Route Origin Validation (ROV), based on Route Origination Authorization (ROA), is increasingly being deployed by registries, organisations and users worldwide in an effort to reduce the risk of problems associated with network misconfigurations and mistakes.
The Japan Network Information Center (JPNIC) has been providing ROA services to its members since 2015. After connecting with APNIC’s Resource Public Key Infrastructure Certificate Authority (RPKI CA) in 2017, BGP routes from Japanese ASes were able to be validated worldwide.
Figure 1: CNNIC, JPNIC and TWNIC all operate their RPKI CA under APNIC’s RPKI CA
A few months after connecting with the APNIC RPKI CA, we were made aware of a reachability issue by someone in our community who was operating a home network connecting to an ISP in Japan. They were not able to access a website in Europe from their network via IPv4 but were able to via IPv6, or by using a mobile router. Being technically savy, the user conducted a traceroute that showed the issue was related to the AS accommodating the website (depicted in Figure 2 as ‘Website AS’).
Figure 2: AS hops from the ISP to the website
Upon contacting their ISP with the issue, they were first recommended to reboot their router — a usual first step towards troubleshooting similar issues with CPEs. Needless to say the issue was not resolved. So the ISP (surprisingly) investigated further by asking the website owners if they were experiencing reachability issues.
The ISP’s technical assumption, based on the customer’s traceroute test, was that there was either a reachability issue between AS#5 and Website AS or either of the two were deploying a BGP prefix filter. Before contacting the owners of AS#5 and Website AS, because they didn’t have a direct relationship with them, they asked AS#1 to #4 if they had any BGP peering issues with either of them, all of which responded, “No problem found for the prefix, so no action required.” As you may guess, they had checked reachability by using their own IP addresses, which were different than the source address of the Japanese ISP.
So the ISP reached out to the owners of AS#5 and Website AS via email (which they found in Peering DB) and quickly discovered the cause of the issue — the BGP prefix for the ISP had a different prefix length from the ROA it created several years before so it was being dropped by Website AS, which was implementing ROV. The prefix length had been changed for operational reasons but because it was so long ago, no one at the ISP could remember it being done, so they didn’t think it was a probable cause.
By fixing the maximum prefix length in the ROA, reachability was restored.

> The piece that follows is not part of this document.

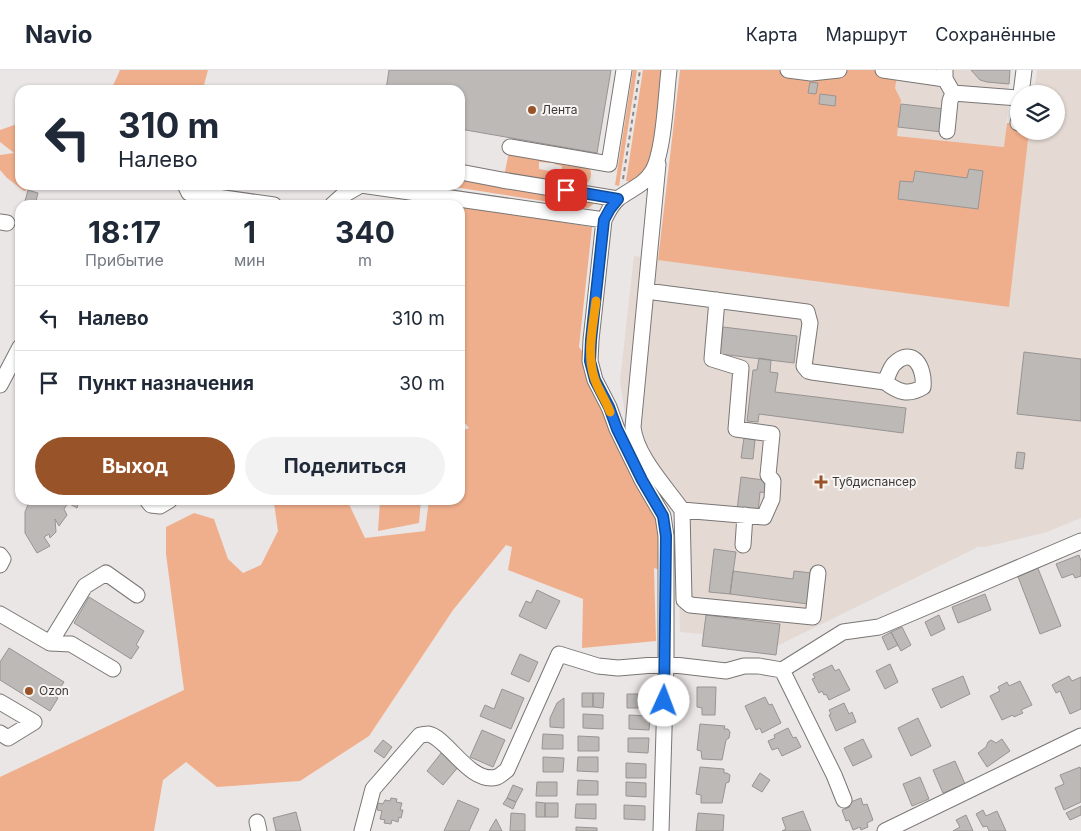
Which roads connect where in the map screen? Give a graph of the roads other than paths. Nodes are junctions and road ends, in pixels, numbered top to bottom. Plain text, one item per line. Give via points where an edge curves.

Lessons when it comes to ROA
The lesson of this story is that humans and organisations often don’t have the best memory, particularly when it comes to things that are often set up once and then forgotten about. It wasn’t until BGP routes from Japanese ASes became validated worldwide that the ‘misconfiguration’ became apparent, which begs the question — how many other instances are there that are yet to be diagnosed or fixed?
More so, this story highlights the complexity of deploying and maintaining ROAs. Take the previous story as an example:
- The IP address holder may configure ROAs differently from actual BGP routes.
- The end user will face unreachability issues without any sign or alert.
- Different players are required to solve the problem — only BGP operators can know the reason and only IP address holders can fix the problem.
To avoid this situation from happening, it’s important for those wanting to deploy ROAs that they know how to do it and maintain them correctly. And for network engineers working at ISPs, it’s important to understand the signs of misconfigured ROAs — when troubleshooting an unreachable prefix for some specific routes, remember to investigate the origin validation state.
One final lesson also worth noting — one that is in relation to the title of this post (see below) — is how important it is for us to work as a community when it comes to diagnosing and responding to these routing issues. This seems equivalent or more important than ever in respect to such global certification frameworks, which ultimately rely on the majority of us all to (correctly) deploy it.
Long chopsticks is in relation to a famous Buddhist story related to the need to cooperate. There are many similar versions of the story in other cultures around the world where the reference is long spoons. The point being is that the implement (tool) might be different, based on the region, however its purpose (and the lesson it is trying to convey) is the same.